I understand, that calling push_back in a for loop is unsafe because:

If the new size() is greater than capacity() then all iterators and references (including the past-the-end iterator) are invalidated. Otherwise only the past-the-end iterator is invalidated.

Then, I assume that if I guarantee the capacity won't be exceeded, it would be safe....
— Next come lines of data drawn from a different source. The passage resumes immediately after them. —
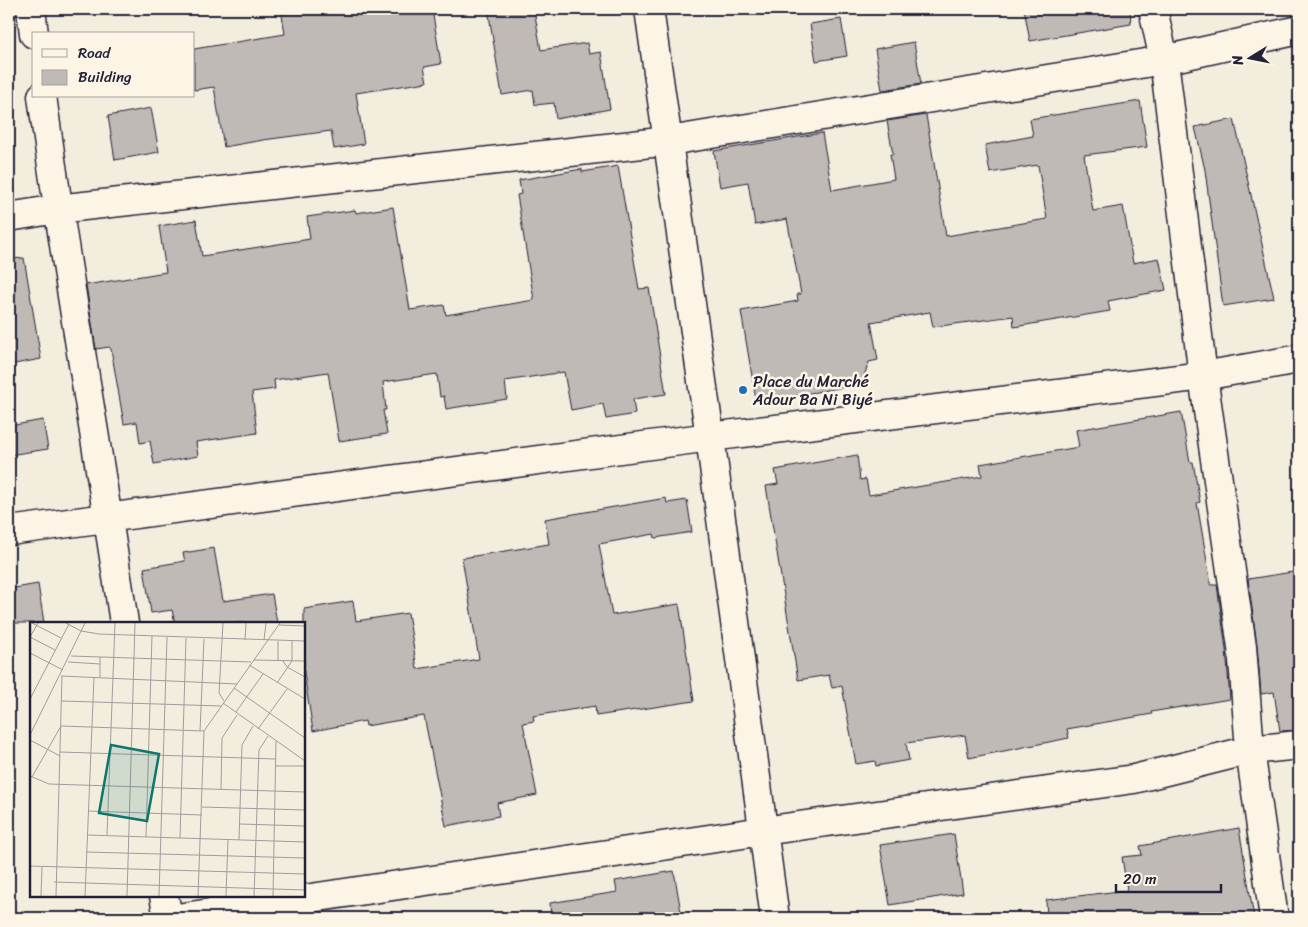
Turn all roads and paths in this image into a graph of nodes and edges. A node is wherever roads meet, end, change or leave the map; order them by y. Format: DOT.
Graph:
graph roads {
  1 [pos="31,9"];
  2 [pos="649,9"];
  3 [pos="1154,9"];
  4 [pos="1299,30"];
  5 [pos="34,32"];
  6 [pos="1164,60"];
  7 [pos="42,98"];
  8 [pos="669,141"];
  9 [pos="57,209"];
  10 [pos="9,217"];
  11 [pos="1299,359"];
  12 [pos="1203,376"];
  13 [pos="710,437"];
  14 [pos="108,518"];
  15 [pos="9,531"];
  16 [pos="124,622"];
  17 [pos="1299,744"];
  18 [pos="1250,750"];
  19 [pos="763,831"];
  20 [pos="164,897"];
  21 [pos="168,918"];
  22 [pos="177,918"];
  23 [pos="775,918"];
  24 [pos="1274,918"];
  1 -- 5 [label="street"];
  2 -- 8 [label="street"];
  3 -- 6 [label="street"];
  4 -- 6 [label="street"];
  6 -- 8 [label="street"];
  6 -- 12 [label="street"];
  7 -- 9 [label="street"];
  8 -- 9 [label="street"];
  8 -- 13 [label="street"];
  9 -- 10 [label="street"];
  9 -- 14 [label="street"];
  11 -- 12 [label="street"];
  12 -- 13 [label="street"];
  12 -- 18 [label="street"];
  13 -- 14 [label="street"];
  13 -- 19 [label="street"];
  14 -- 15 [label="street"];
  14 -- 16 [label="street"];
  17 -- 18 [label="street"];
  18 -- 19 [label="street"];
  18 -- 24 [label="street"];
  19 -- 22 [label="street"];
  19 -- 23 [label="street"];
  20 -- 21 [label="street"];
}
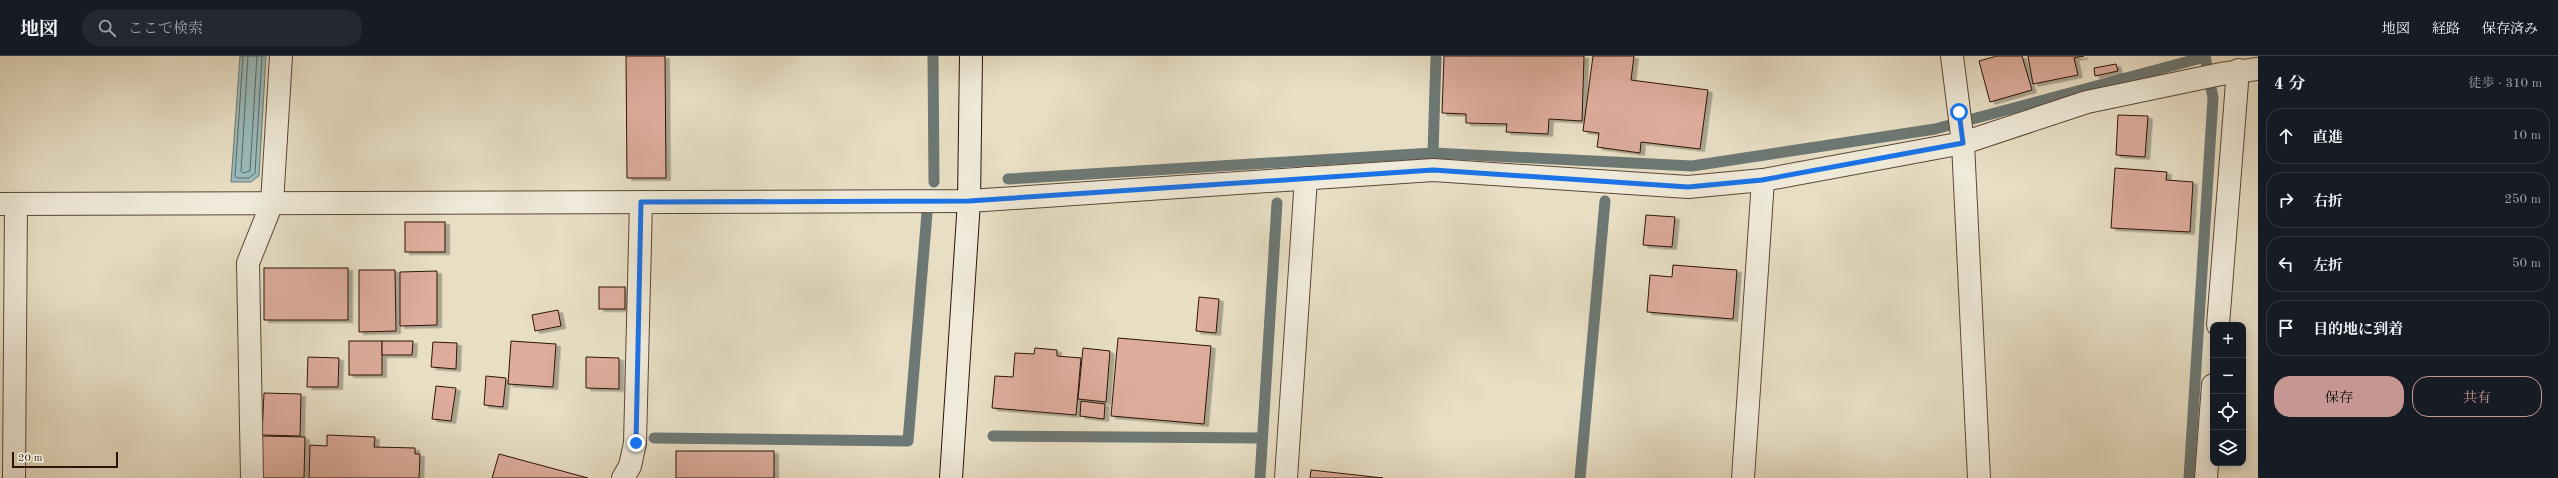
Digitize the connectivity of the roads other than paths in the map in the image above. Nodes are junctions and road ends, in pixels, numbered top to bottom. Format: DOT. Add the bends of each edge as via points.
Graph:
graph roads {
  1 [pos="281,56"];
  2 [pos="971,56"];
  3 [pos="1952,56"];
  4 [pos="2239,71"];
  5 [pos="1961,129"];
  6 [pos="1306,178"];
  7 [pos="1762,180"];
  8 [pos="969,201"];
  9 [pos="641,202"];
  10 [pos="272,203"];
  11 [pos="8,204"];
  12 [pos="2218,322"];
  13 [pos="2212,394"];
  14 [pos="14,478"];
  15 [pos="252,478"];
  16 [pos="623,478"];
  17 [pos="950,478"];
  18 [pos="1286,478"];
  19 [pos="1743,478"];
  20 [pos="1979,478"];
  21 [pos="2206,478"];
  1 -- 10 [label="street"];
  2 -- 8 [label="street"];
  3 -- 5 [label="street"];
  4 -- 5 [label="street"];
  4 -- 12 [label="street"];
  5 -- 7 [label="street"];
  5 -- 20 [label="street"];
  6 -- 7 [label="street" via="1433,170 1688,187"];
  6 -- 8 [label="street"];
  6 -- 18 [label="street"];
  7 -- 19 [label="street"];
  8 -- 9 [label="street"];
  8 -- 17 [label="street"];
  9 -- 10 [label="street"];
  9 -- 16 [label="street" via="636,443 630,466"];
  10 -- 11 [label="street"];
  10 -- 15 [label="street" via="248,263"];
  11 -- 14 [label="street"];
  13 -- 21 [label="street"];
}
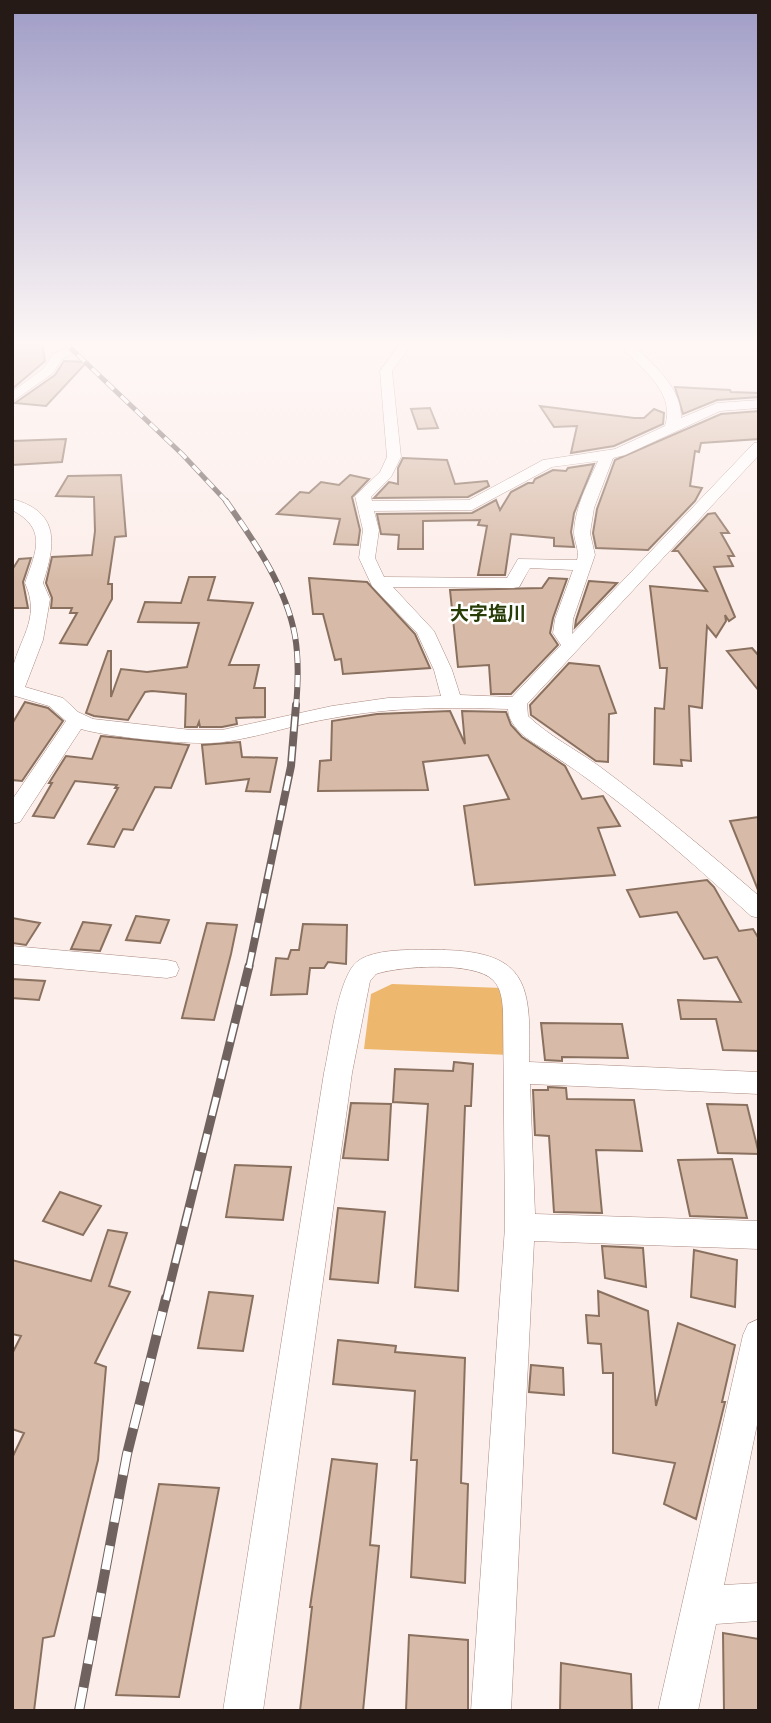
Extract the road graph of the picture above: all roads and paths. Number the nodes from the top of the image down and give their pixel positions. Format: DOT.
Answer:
graph roads {
  1 [pos="391,421"];
  2 [pos="675,421"];
  3 [pos="685,421"];
  4 [pos="671,428"];
  5 [pos="759,446"];
  6 [pos="607,455"];
  7 [pos="12,504"];
  8 [pos="366,506"];
  9 [pos="584,565"];
  10 [pos="378,582"];
  11 [pos="570,645"];
  12 [pos="14,689"];
  13 [pos="452,701"];
  14 [pos="517,704"];
  15 [pos="77,719"];
  16 [pos="12,817"];
  17 [pos="759,910"];
  18 [pos="12,955"];
  19 [pos="166,972"];
  20 [pos="516,1072"];
  21 [pos="759,1083"];
  22 [pos="520,1227"];
  23 [pos="759,1235"];
  24 [pos="759,1335"];
  25 [pos="759,1602"];
  26 [pos="700,1606"];
  27 [pos="243,1711"];
  28 [pos="491,1711"];
  29 [pos="678,1711"];
  1 -- 8 [label="street"];
  2 -- 4 [label="street"];
  3 -- 4 [label="street"];
  4 -- 6 [label="street"];
  5 -- 11 [label="street"];
  6 -- 8 [label="street"];
  6 -- 9 [label="street"];
  7 -- 12 [label="street"];
  8 -- 10 [label="street"];
  9 -- 10 [label="street"];
  9 -- 11 [label="street"];
  10 -- 13 [label="street"];
  11 -- 14 [label="street"];
  12 -- 15 [label="street"];
  13 -- 14 [label="street"];
  13 -- 15 [label="street"];
  14 -- 17 [label="street"];
  15 -- 16 [label="street"];
  18 -- 19 [label="street"];
  20 -- 21 [label="street"];
  20 -- 22 [label="street"];
  20 -- 27 [label="street"];
  22 -- 23 [label="street"];
  22 -- 28 [label="street"];
  24 -- 26 [label="street"];
  25 -- 26 [label="street"];
  26 -- 29 [label="street"];
}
But apparently not, all implementations below will crash after first push_back is called (using Visual Studio), even if I can see that capacity remains unchanged within the loop (so I assume the vector does not reallocate its memory):

Version1:

std::vector<int> v1{ 3, 4, 5 };
v1.reserve( v1.size()*2 );
size_t c1 = v1.capacity();
for ( auto val : v1 )
{
    v1.push_back( val );
    c1 = v1.capacity();
}

Version2:

std::vector<int> v2{ 3, 4, 5 };
v2.reserve( v2.size()*2 );
size_t c2 = v2.capacity();
auto curEnd = v2.end();
for ( auto iter = v2.begin(); iter != curEnd; ++iter )
{
    v2.push_back( *iter );
    c2 = v2.capacity();
}

Version3:

std::vector<int> v3{ 3, 4, 5 };
v3.reserve( v3.size()*2 );
size_t c3 = v3.capacity();
for ( auto iter = v3.begin(); iter != v3.end(); ++iter )
{
    v3.push_back( *iter );
    c3 = v3.capacity();
}

What makes those code crash?

jpo38
  • 20,821
  • 10
  • 70
  • 151
  • 6
    "Otherwise only the past-the-end iterator is invalidated" - your quote. – Rakete1111 Jan 30 '18 at 10:21
  • 3
    You answered yourself. Past-the-end iterator is invalidated in all cases and you use it when checking loop-end condition. – Daniel Langr Jan 30 '18 at 10:22
  • @Rakete1111: Agree for "Version1", but in "Vesrion2", I saved it outside the loop, so `curEnd` should still be comparible to `iter`...no? – jpo38 Jan 30 '18 at 10:27
  • 4
    @jpo38 - When they say all iterators *to* something, they mean all copies. `curEnd` is no longer valid as well. – StoryTeller - Unslander Monica Jan 30 '18 at 10:29
  • 1
    @jpo38 Your two examples are conceptually equivalent. No, as the quote says, `curEnd` is invalidated. – Rakete1111 Jan 30 '18 at 10:32
  • If however you were calling end() every time, then invalidating the end iterator would be fine. – UKMonkey Jan 30 '18 at 10:44
  • v2.end() represents some special iterator marking an element out of valid range. Once that range is extended the old end iterator will be seen as garbage. – jszpilewski Jan 30 '18 at 10:44
  • @UKMonkey: calling v2.end() withing the for statement crashs too, that's why I made a copy hoping it would work better, but it does not. – jpo38 Jan 30 '18 at 10:46
  • 2
    @UKMonkey - Except then it will go over the freshly inserted elements too, and will reallocate, and you'll get UB as well. – StoryTeller - Unslander Monica Jan 30 '18 at 10:47
  • @StoryTeller "Except then it will go over the freshly inserted elements too" that's fine, and it's defined behavior. "and will reallocate" only if the reserved size wasn't sufficient. It's not something I'd ever suggest doing, to anyone (because it is a little risky with the test on the reserved size); but that doesn't mean it's not legal and well defined. – UKMonkey Jan 30 '18 at 10:56
  • 1
    _ Then, I assume that if I guarantee the capacity won't be exceeded, it would be safe...._ You'll merely need to allocate infinite capacity, then it will be safe. – Eljay Jan 30 '18 at 12:54

3 Answers3

6

Both your first two versions have the same problem. The cached past-the-end iterator is invalidated after the first insertion, making any subsequent use of it UB. Yes, even just comparing against it.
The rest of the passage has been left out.